BEGIN

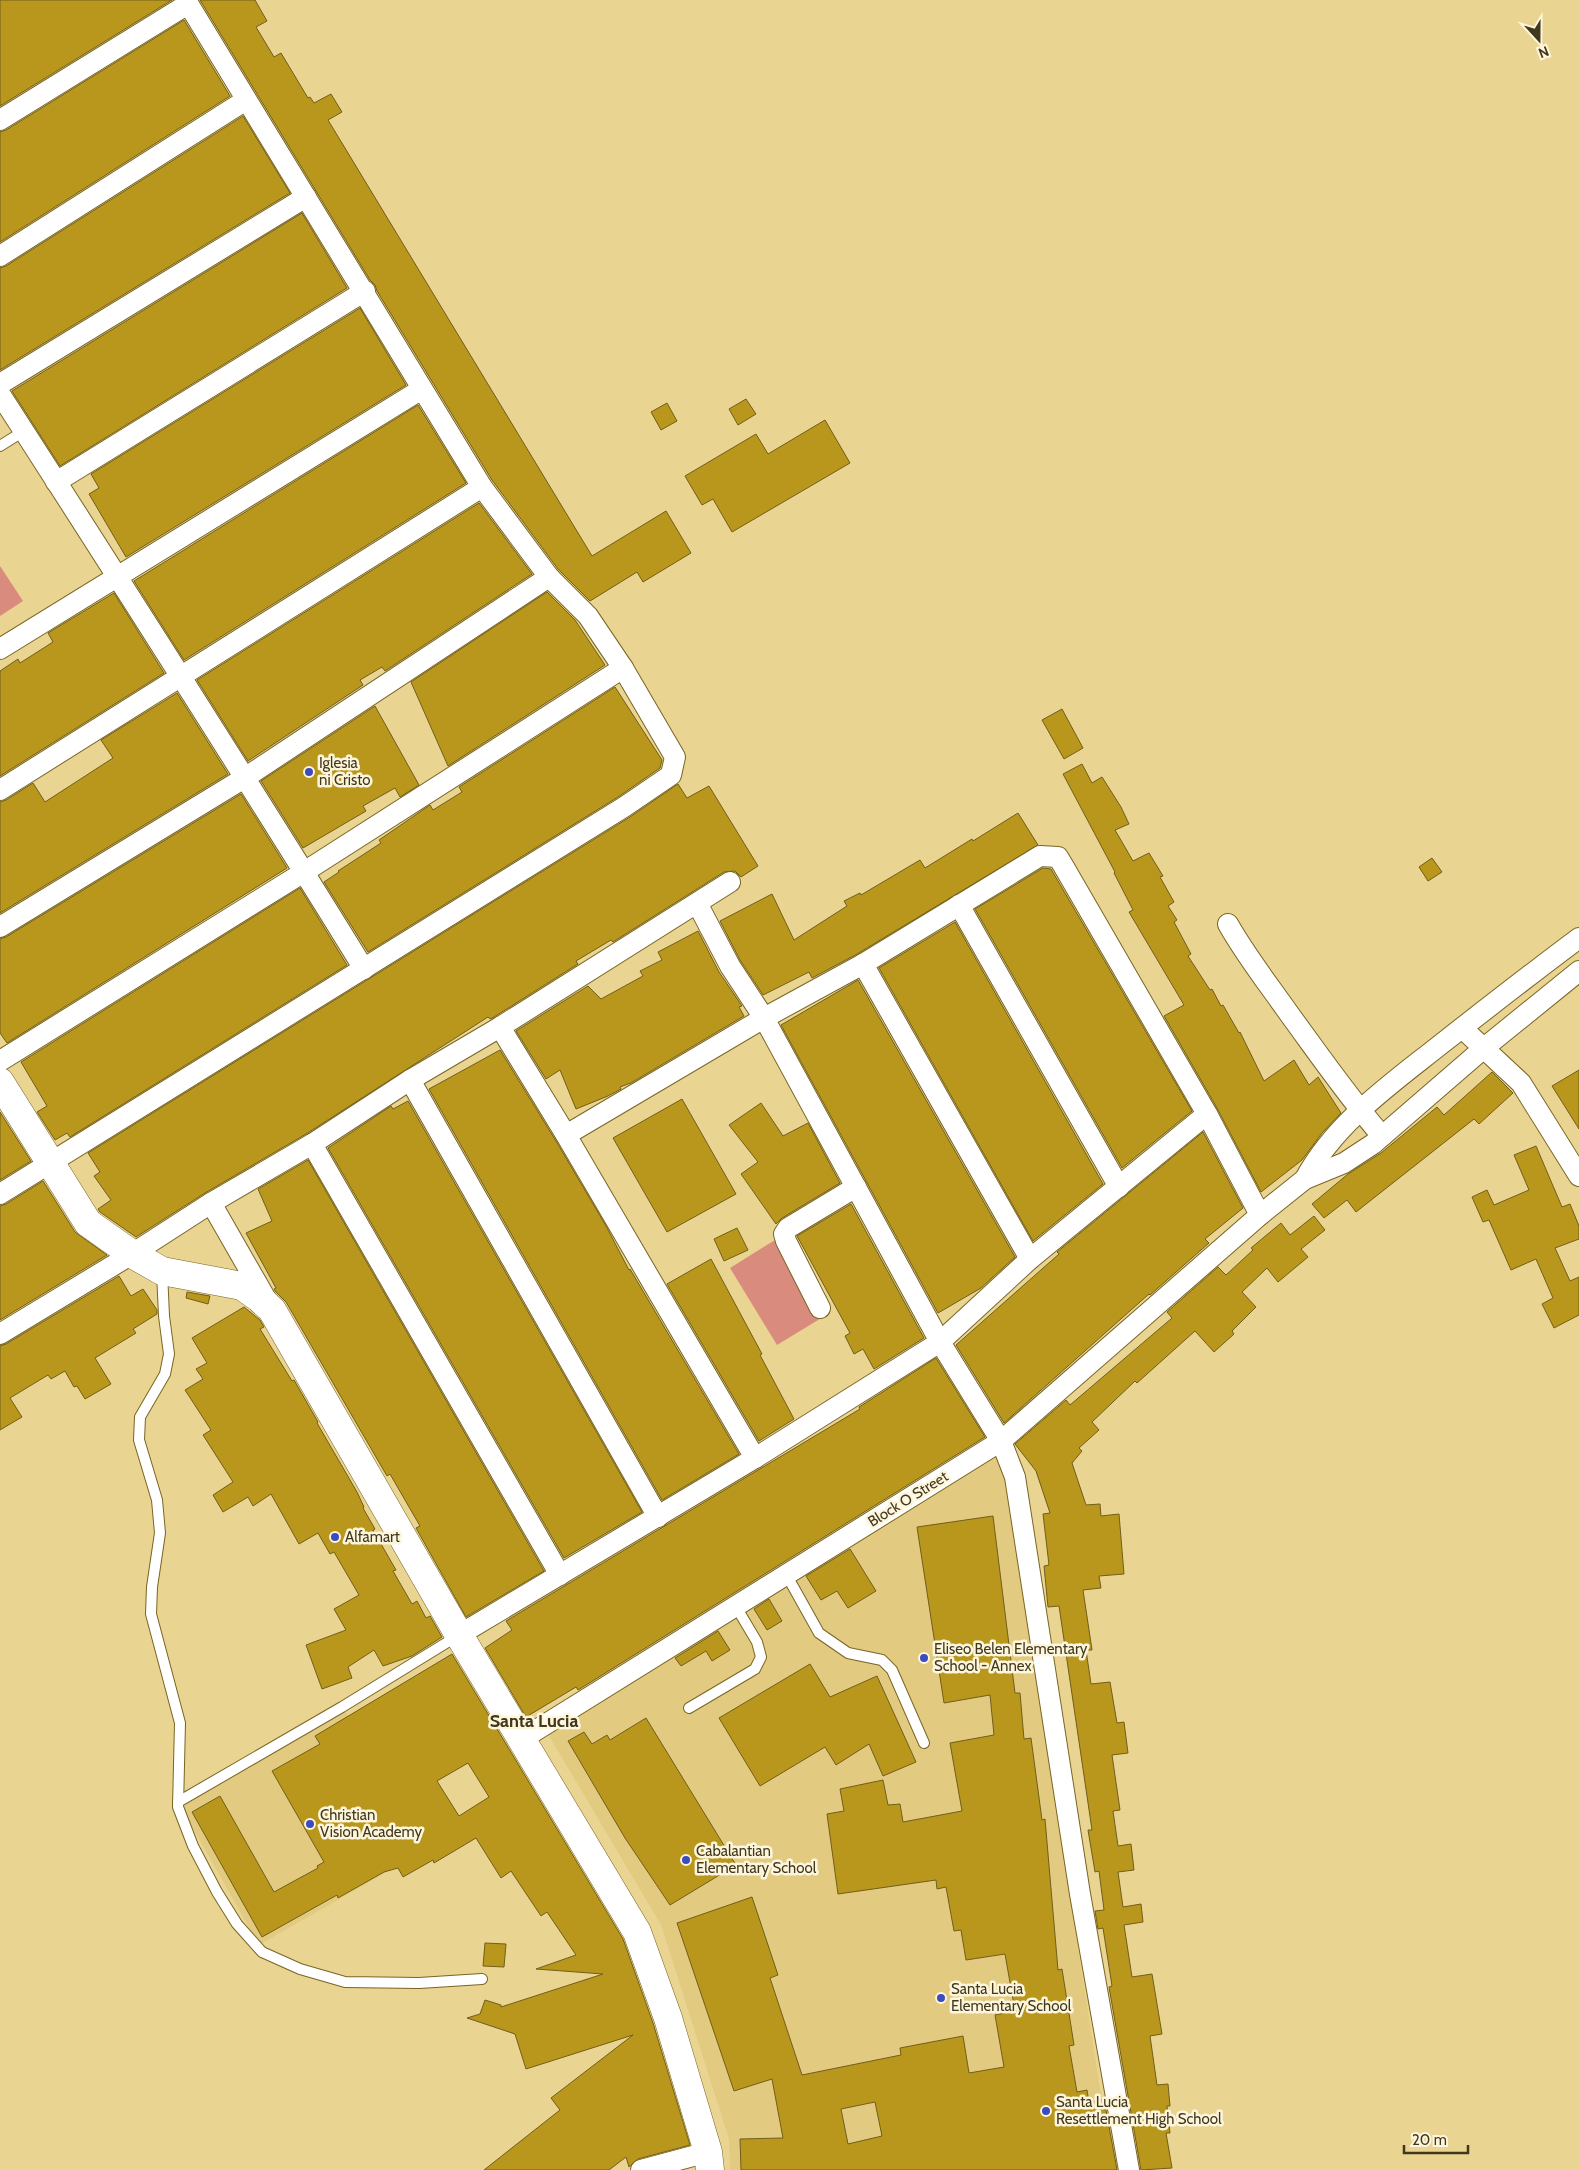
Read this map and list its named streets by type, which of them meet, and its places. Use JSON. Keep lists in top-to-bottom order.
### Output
{
  "streets": {
    "street": ["Block O Street"]
  },
  "districts": ["Santa Lucia"],
  "places": [
    "Iglesia ni Cristo",
    "Alfamart",
    "Eliseo Belen Elementary School - Annex",
    "Christian Vision Academy",
    "Cabalantian Elementary School",
    "Santa Lucia Elementary School",
    "Santa Lucia Resettlement High School"
  ],
  "scale_bar": "20 m",
  "north": "bottom"
}
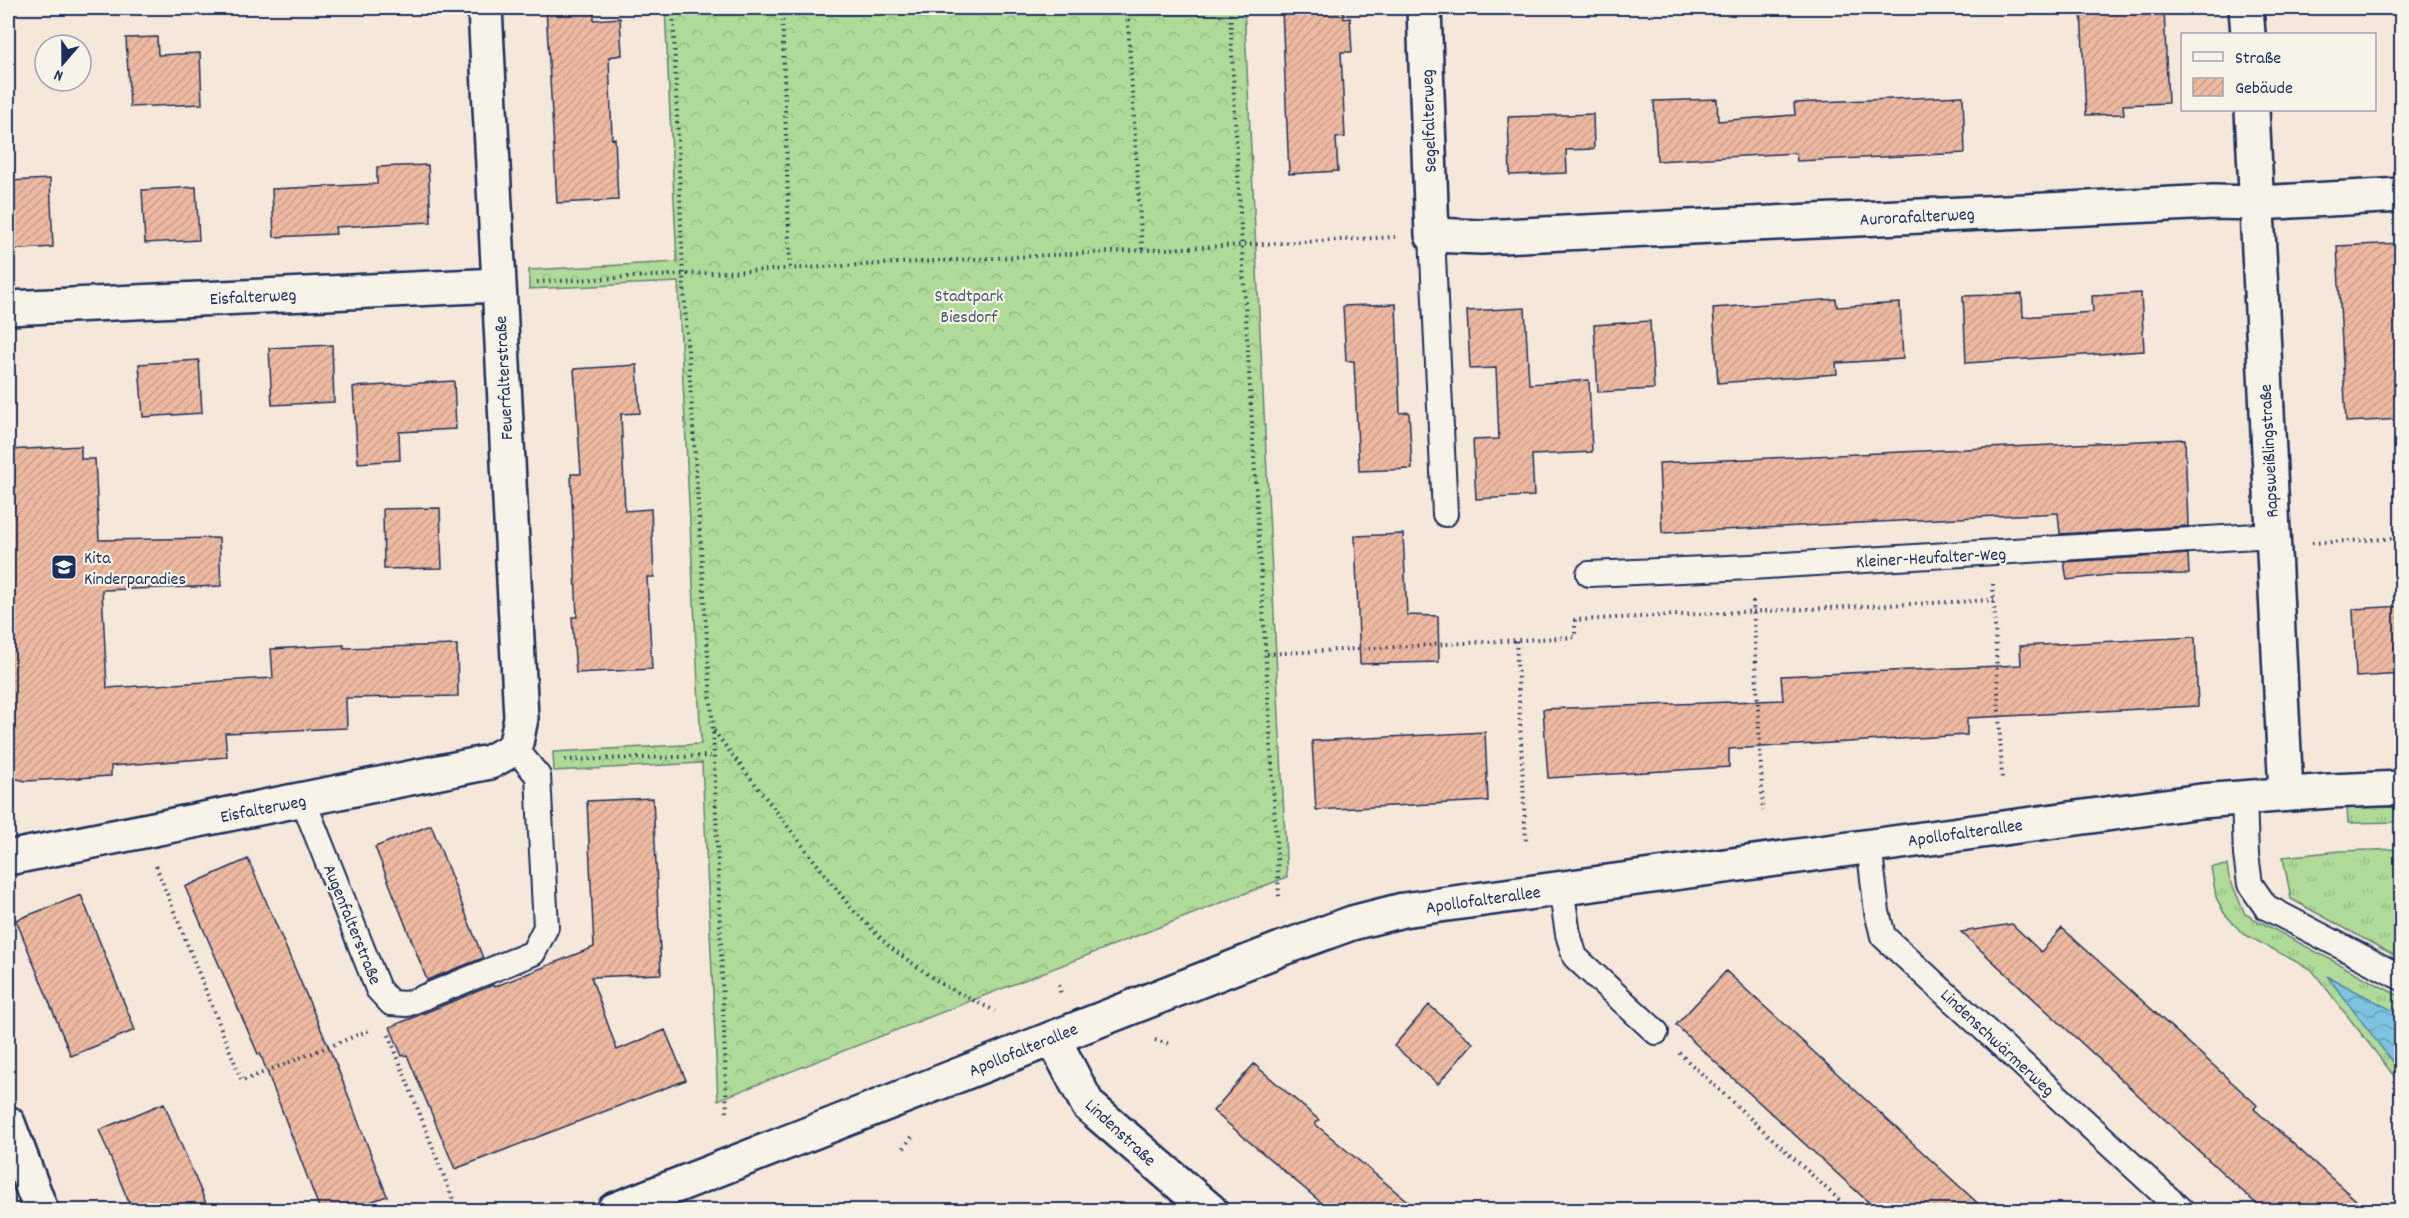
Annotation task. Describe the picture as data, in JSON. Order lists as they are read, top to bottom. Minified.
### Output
{"streets":{"street":["Segelfalterweg","Aurorafalterweg","Eisfalterweg","Feuerfalterstraße","Rapsweißlingstraße","Apollofalterallee","Lindenstraße"],"lane":["Kleiner-Heufalter-Weg","Augenfalterstraße","Lindenschwärmerweg"]},"crossings":[["Segelfalterweg","Aurorafalterweg"],["Aurorafalterweg","Rapsweißlingstraße"],["Eisfalterweg","Feuerfalterstraße"],["Eisfalterweg","Augenfalterstraße"],["Feuerfalterstraße","Augenfalterstraße"],["Rapsweißlingstraße","Kleiner-Heufalter-Weg"],["Rapsweißlingstraße","Apollofalterallee"],["Apollofalterallee","Lindenschwärmerweg"],["Apollofalterallee","Lindenstraße"]],"parks":["Stadtpark Biesdorf"],"places":{"school or university":["Kita Kinderparadies"]},"legend":["Straße","Gebäude"],"north":"bottom"}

END

- **Problem to solve**
From the data, collect all lines where the string "lists" appears.

- **Response to the task**
Read this map and list its named streets by type, which of them meet, and its places. Use JSON. Keep lists in top-to-bottom order.
Annotation task. Describe the picture as data, in JSON. Order lists as they are read, top to bottom. Minified.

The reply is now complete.